> **Data supplied**
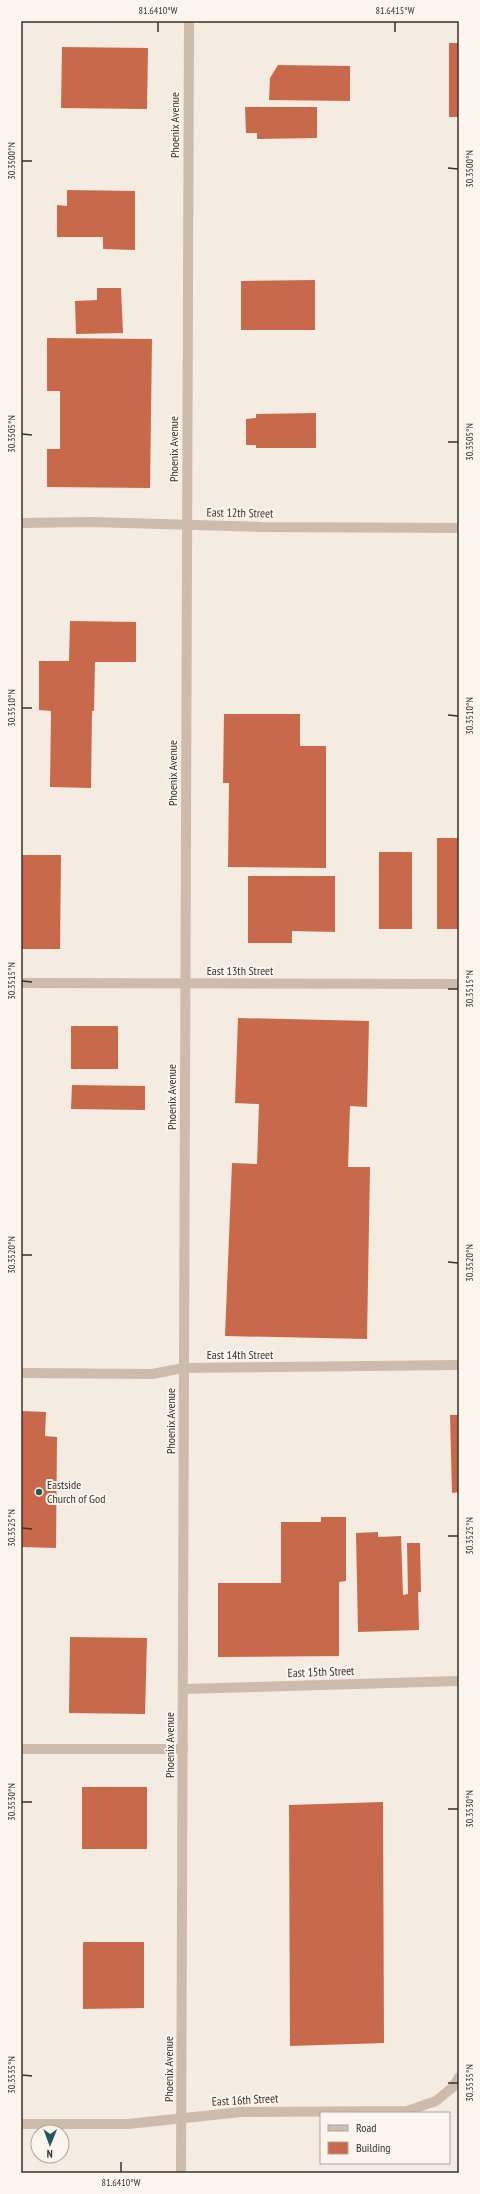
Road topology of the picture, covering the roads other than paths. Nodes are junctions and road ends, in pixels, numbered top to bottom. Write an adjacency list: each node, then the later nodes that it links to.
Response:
1 (189, 21): 3 (street, Phoenix Avenue)
2 (21, 523): 3 (street, East 12th Street)
3 (187, 525): 4 (street, East 12th Street); 6 (street, Phoenix Avenue)
4 (459, 528)
5 (21, 984): 6 (street, East 13th Street)
6 (186, 984): 7 (street, East 13th Street); 9 (street, Phoenix Avenue)
7 (459, 984)
8 (459, 1365): 9 (street, East 14th Street)
9 (184, 1368): 10 (street, East 14th Street); 12 (street, Phoenix Avenue)
10 (21, 1373)
11 (459, 1681): 12 (street, East 15th Street)
12 (183, 1689): 14 (street, Phoenix Avenue)
13 (21, 1749): 14 (street)
14 (183, 1749): 16 (street, Phoenix Avenue)
15 (459, 2077): 16 (street, East 16th Street)
16 (182, 2118): 17 (street, East 16th Street); 18 (street, Phoenix Avenue)
17 (21, 2124)
18 (181, 2173)

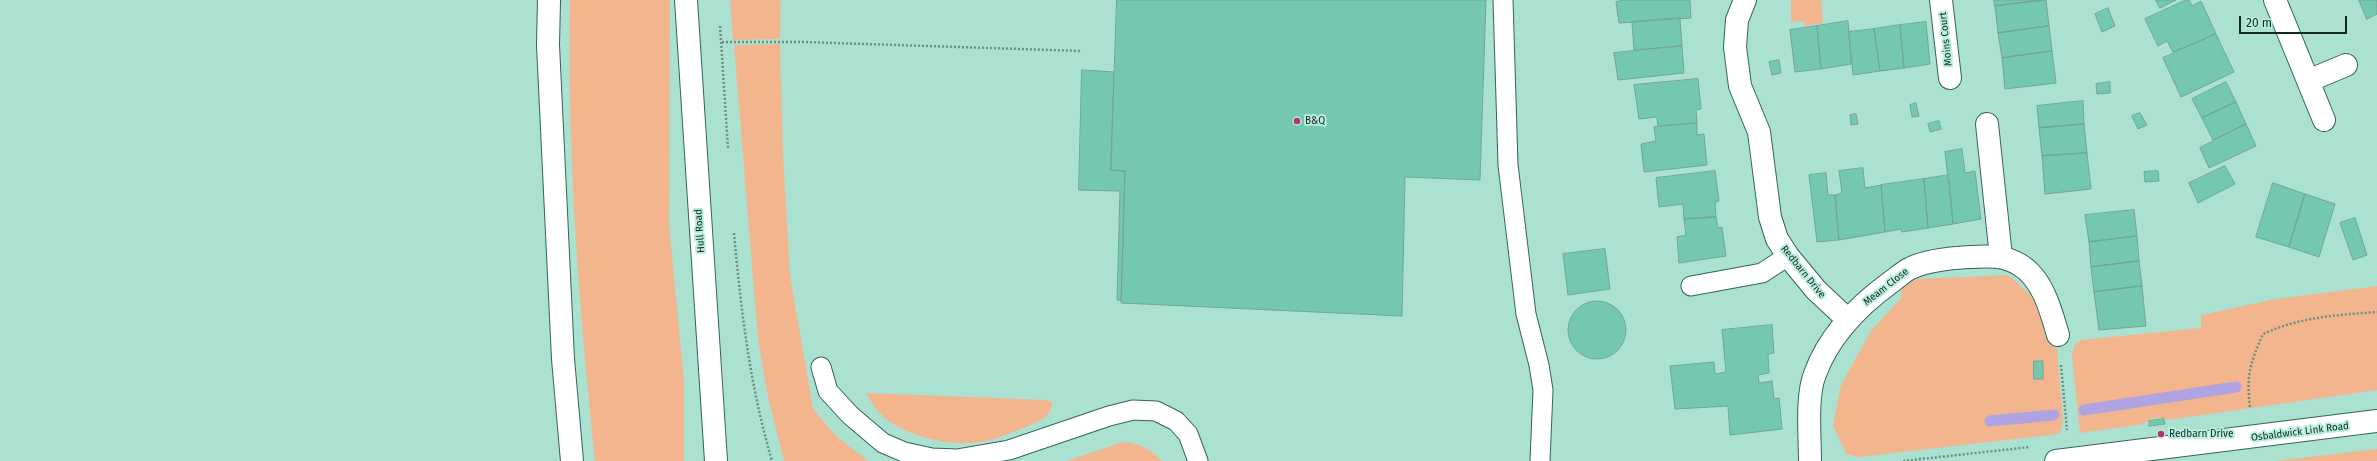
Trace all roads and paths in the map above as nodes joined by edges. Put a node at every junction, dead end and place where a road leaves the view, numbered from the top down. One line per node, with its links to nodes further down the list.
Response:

> **Aim of the task**
Apart from the pictures, the entries above are to be repeated in full and exactly.

> **Exercise output**
Road topology of the picture, covering the roads other than paths. Nodes are junctions and road ends, in pixels, numbered top to bottom. Write an adjacency list: each node, then the later nodes that it links to.
Response:
1 (189, 21): 3 (street, Phoenix Avenue)
2 (21, 523): 3 (street, East 12th Street)
3 (187, 525): 4 (street, East 12th Street); 6 (street, Phoenix Avenue)
4 (459, 528)
5 (21, 984): 6 (street, East 13th Street)
6 (186, 984): 7 (street, East 13th Street); 9 (street, Phoenix Avenue)
7 (459, 984)
8 (459, 1365): 9 (street, East 14th Street)
9 (184, 1368): 10 (street, East 14th Street); 12 (street, Phoenix Avenue)
10 (21, 1373)
11 (459, 1681): 12 (street, East 15th Street)
12 (183, 1689): 14 (street, Phoenix Avenue)
13 (21, 1749): 14 (street)
14 (183, 1749): 16 (street, Phoenix Avenue)
15 (459, 2077): 16 (street, East 16th Street)
16 (182, 2118): 17 (street, East 16th Street); 18 (street, Phoenix Avenue)
17 (21, 2124)
18 (181, 2173)

Trace all roads and paths in the map above as nodes joined by edges. Put a node at every junction, dead end and place where a road leaves the view, numbered from the top down. One line per node, with its links to nodes further down the list.
Response:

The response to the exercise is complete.